On October 26, Supervisors Sergeant Eric Bourn of the UNH Police Department took me on a ride-along to speak about the crimes that they face day-to-day and for me to see them for myself.
Bourn, a staff supervisor, started working for UNH PD almost 15 years ago. Before that, he worked as an officer in Epsom, NH, a small town just outside the state capital of Concord. Bourn worked in Epsom for eight years, and told me about just how different it was working there compared to his job at UNH.
“It is definitely a different job working for campus law enforcement and working municipal law enforcement in a town” Bourn said, “you’re dealing with a transient population [here].
“In the town of Epsom, after a few years of working there, I knew to some degree the people in my town,” he continued. “You know the people that are potential trouble-makers, the ones that have domestics all the time, the local drug dealer, the one who drives with a suspended driver’s license all the time.”
Bourn explained how greatly the people differ from year-to-year at the university but stay relatively the same in Epsom, saying that “the people in the [UNH] community are only here for four years.”
Bourn told me that another major difference between Epsom and Durham was how the latter deals with people with bad behavior.
“The town of Epsom can’t decide ‘We don’t want you in our town anymore, goodbye,’” he told me. “The university, through the university judicial system, can decide that ‘you are not a person that lives up to the standards of our community, thanks for coming, see you later, bye.’”
At UNH, according to Bourn, the vast majority of crimes are either alcohol-related or alcohol-fueled.
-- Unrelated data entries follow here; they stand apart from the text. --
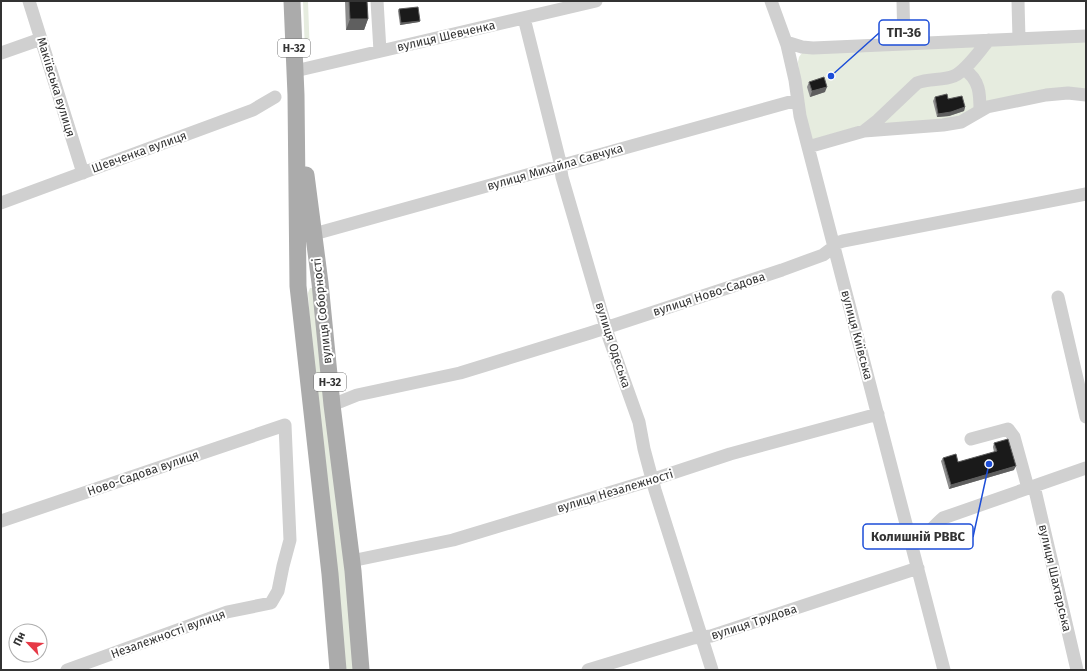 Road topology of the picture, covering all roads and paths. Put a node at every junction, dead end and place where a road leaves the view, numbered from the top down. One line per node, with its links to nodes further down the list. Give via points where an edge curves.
1 (29, 1): 10 (street, Макіївська вулиця)
2 (292, 1): 18 (main road, вулиця Соборності / Н-32)
3 (378, 1): 15 (street)
4 (596, 1): 8 (street, вулиця Шевченка)
5 (771, 1): 13 (street, вулиця Київська)
6 (903, 1): 14 (street)
7 (1018, 1): 11 (street)
8 (524, 18): 15 (street, вулиця Шевченка); 26 (street, вулиця Одеська)
9 (1086, 36): 11 (street)
10 (41, 39): 16 (street); 27 (street, Макіївська вулиця)
11 (1019, 39): 12 (street)
12 (989, 40): 14 (street); 17 (street)
13 (786, 42): 14 (street, via 813,48); 22 (street, вулиця Київська)
14 (904, 44)
15 (380, 51): 18 (street, вулиця Шевченка)
16 (1, 53)
17 (964, 69): 23 (street, via 973,76 979,88); 24 (street, via 955,76 917,83)
18 (295, 71): 19 (main road, вулиця Соборності / Н-32)
19 (296, 95): 30 (main road, вулиця Соборності / Н-32); 48 (main road, вулиця Соборності / Н-32, via 298,286)
20 (1086, 95): 23 (street, via 1046,95)
21 (275, 97): 27 (street, Шевченка вулиця, via 253,110)
22 (797, 100): 25 (street, вулиця Київська); 26 (street, вулиця Михайла Савчука)
23 (980, 111): 24 (street, via 961,122)
24 (864, 131): 25 (street)
25 (808, 147): 31 (street, вулиця Київська)
26 (560, 166): 30 (street, вулиця Михайла Савчука); 33 (street, вулиця Одеська)
27 (83, 173): 29 (street, Шевченка вулиця)
28 (1086, 194): 31 (street, вулиця Ново-Садова, via 843,241)
29 (1, 203)
30 (314, 234): 34 (main road, вулиця Соборності / Н-32)
31 (834, 247): 33 (street, вулиця Ново-Садова, via 782,270); 35 (street, вулиця Київська)
32 (1058, 297): 36 (street)
33 (606, 328): 34 (street, вулиця Ново-Садова, via 460,373 357,395); 39 (street, вулиця Одеська, via 639,422)
34 (332, 405): 43 (main road, вулиця Соборності / Н-32)
35 (878, 414): 39 (street, вулиця Незалежності, via 730,454); 42 (street, вулиця Київська)
36 (1086, 417)
37 (971, 439): 40 (street, вулиця Шахтарська, via 1008,429 1014,437)
38 (1086, 468): 40 (street)
39 (652, 479): 43 (street, вулиця Незалежності, via 453,540); 46 (street, вулиця Одеська)
40 (1031, 487): 42 (street, via 943,518); 53 (street, вулиця Шахтарська)
41 (1, 521): 45 (street, Ново-Садова вулиця, via 285,426 290,540 278,591)
42 (912, 546): 44 (street, вулиця Київська)
43 (351, 561): 49 (main road, вулиця Соборності / Н-32)
44 (918, 568): 46 (street, вулиця Трудова, via 711,636); 52 (street, вулиця Київська)
45 (271, 603): 47 (street, Незалежності вулиця, via 227,612)
46 (701, 637): 50 (street, вулиця Трудова); 51 (street, вулиця Одеська)
47 (66, 670)
48 (338, 670)
49 (361, 670)
50 (588, 670)
51 (712, 670)
52 (944, 670)
53 (1077, 670) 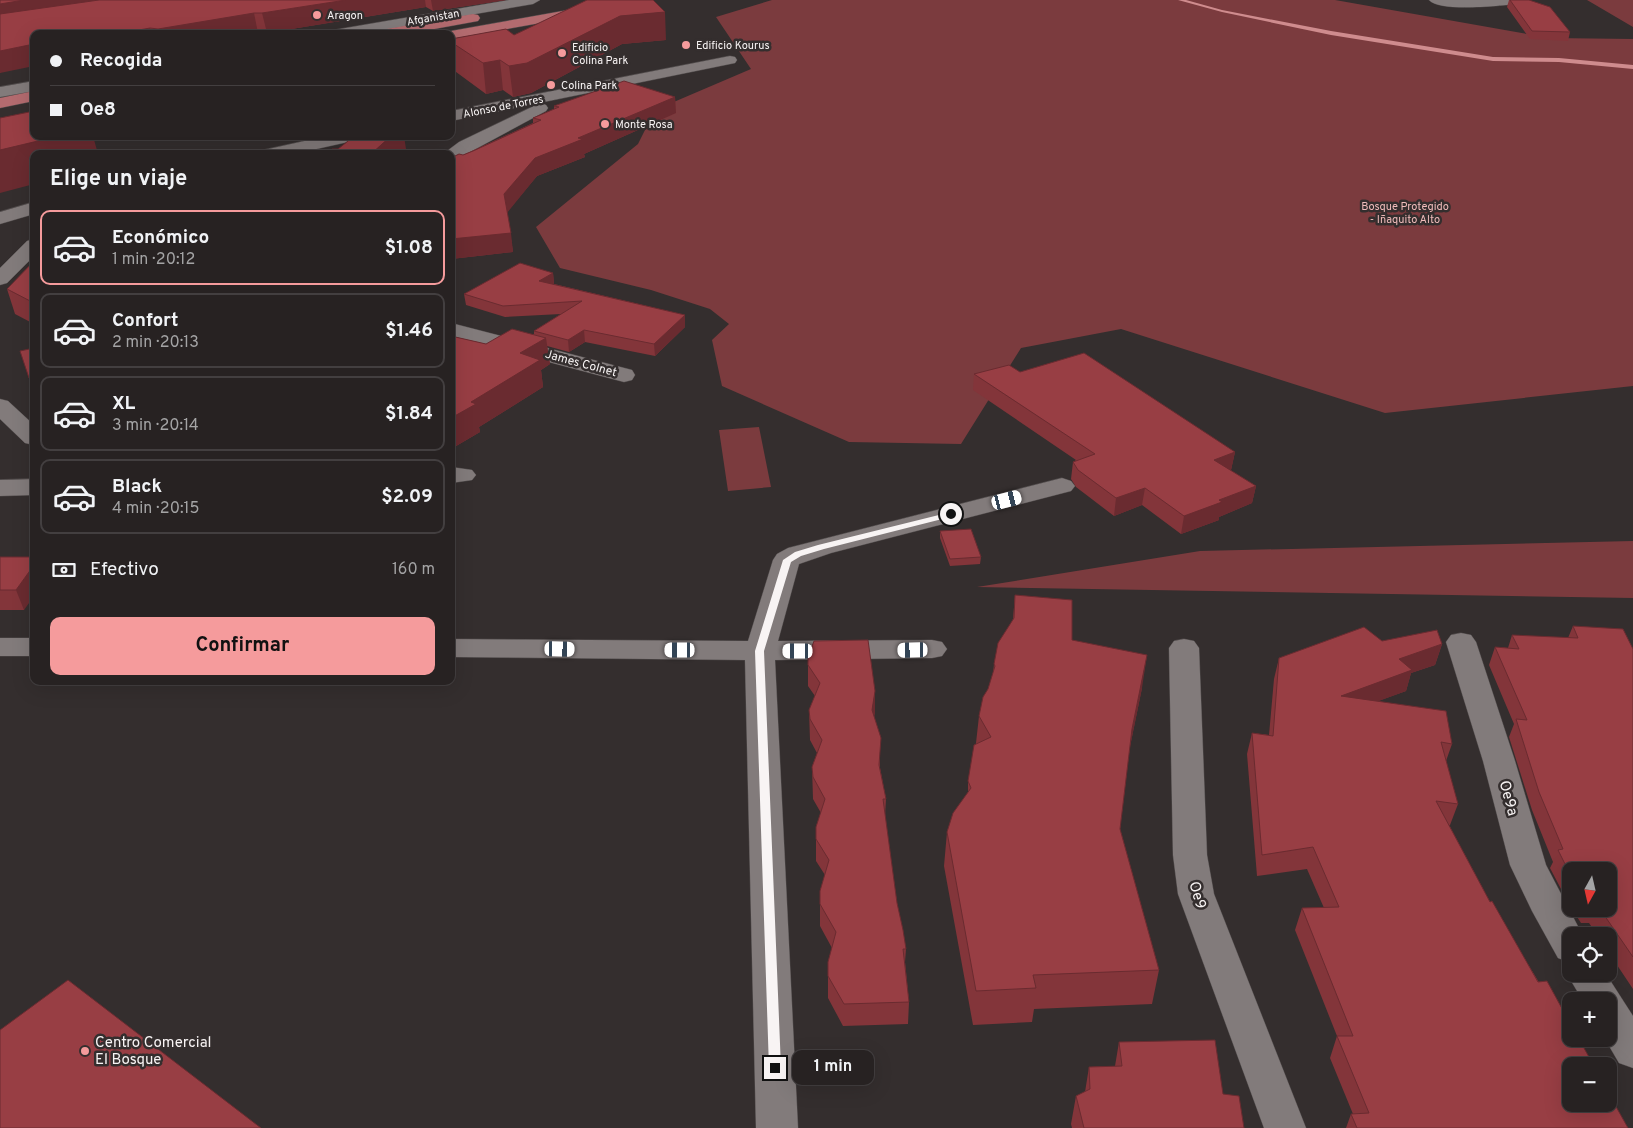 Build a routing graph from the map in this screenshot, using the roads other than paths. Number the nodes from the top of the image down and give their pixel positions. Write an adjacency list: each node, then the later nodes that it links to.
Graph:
1 (532, 0): 6 (street, Afganistan)
2 (573, 0): 7 (main road)
3 (647, 0): 8 (main road)
4 (1436, 0): 5 (street)
5 (1519, 0)
6 (357, 30)
7 (404, 30)
8 (455, 34)
9 (730, 60): 12 (street, Alonso de Torres)
10 (30, 87): 11 (street)
11 (0, 92)
12 (570, 92): 15 (street, Alonso de Torres); 18 (street)
13 (30, 97): 14 (main road)
14 (0, 103)
15 (455, 115)
16 (334, 140): 17 (street)
17 (288, 150)
18 (455, 152)
19 (30, 209): 20 (street)
20 (0, 218)
21 (30, 249): 22 (street)
22 (0, 279)
23 (455, 330): 24 (street, James Colnet)
24 (624, 375)
25 (0, 406): 26 (street)
26 (30, 434)
27 (1062, 486): 36 (street)
28 (30, 487): 29 (street)
29 (0, 488)
30 (1461, 642): 37 (street, Oe9a)
31 (0, 647): 32 (street)
32 (30, 647)
33 (455, 648): 36 (street)
34 (1184, 648): 41 (street, Oe9)
35 (932, 650): 36 (street)
36 (760, 651): 40 (street)
37 (1562, 932)
38 (1617, 1024): 39 (street)
39 (1633, 1051)
40 (777, 1128)
41 (1285, 1128)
Bourn also listed domestic abuse as another common type of incident in Durham, but stated that the intensity of domestic issues in areas like Epsom are much more intense than domestic issues in Durham.
“A college boyfriend and girlfriend do not have the same stress and baggage that a married or just living together couple has, when you live with someone you have kids, paying bills,” he explained. “If you get mad at your girlfriend you can say, ‘ok, I’m going back to my dorm, see you tomorrow, or not,’ you get some space.”
The ride-along kicked off with a tour of the police department. I could see the dispatch center inside, looking like it was pulled straight out of NCIS, complete with several computer monitors, a TV with the Red Sox game on it, and a staff answering calls from other dispatch centers and directing the incidents to officers on the road.
Bourn then showed me the evidence room which reeked of confiscated marijuana that was locked up individually and sectioned off by case. The garage soon followed, as did the presentation room, administrative offices and the booking room, where suspects go to get photographed, fingerprinted and issued bail.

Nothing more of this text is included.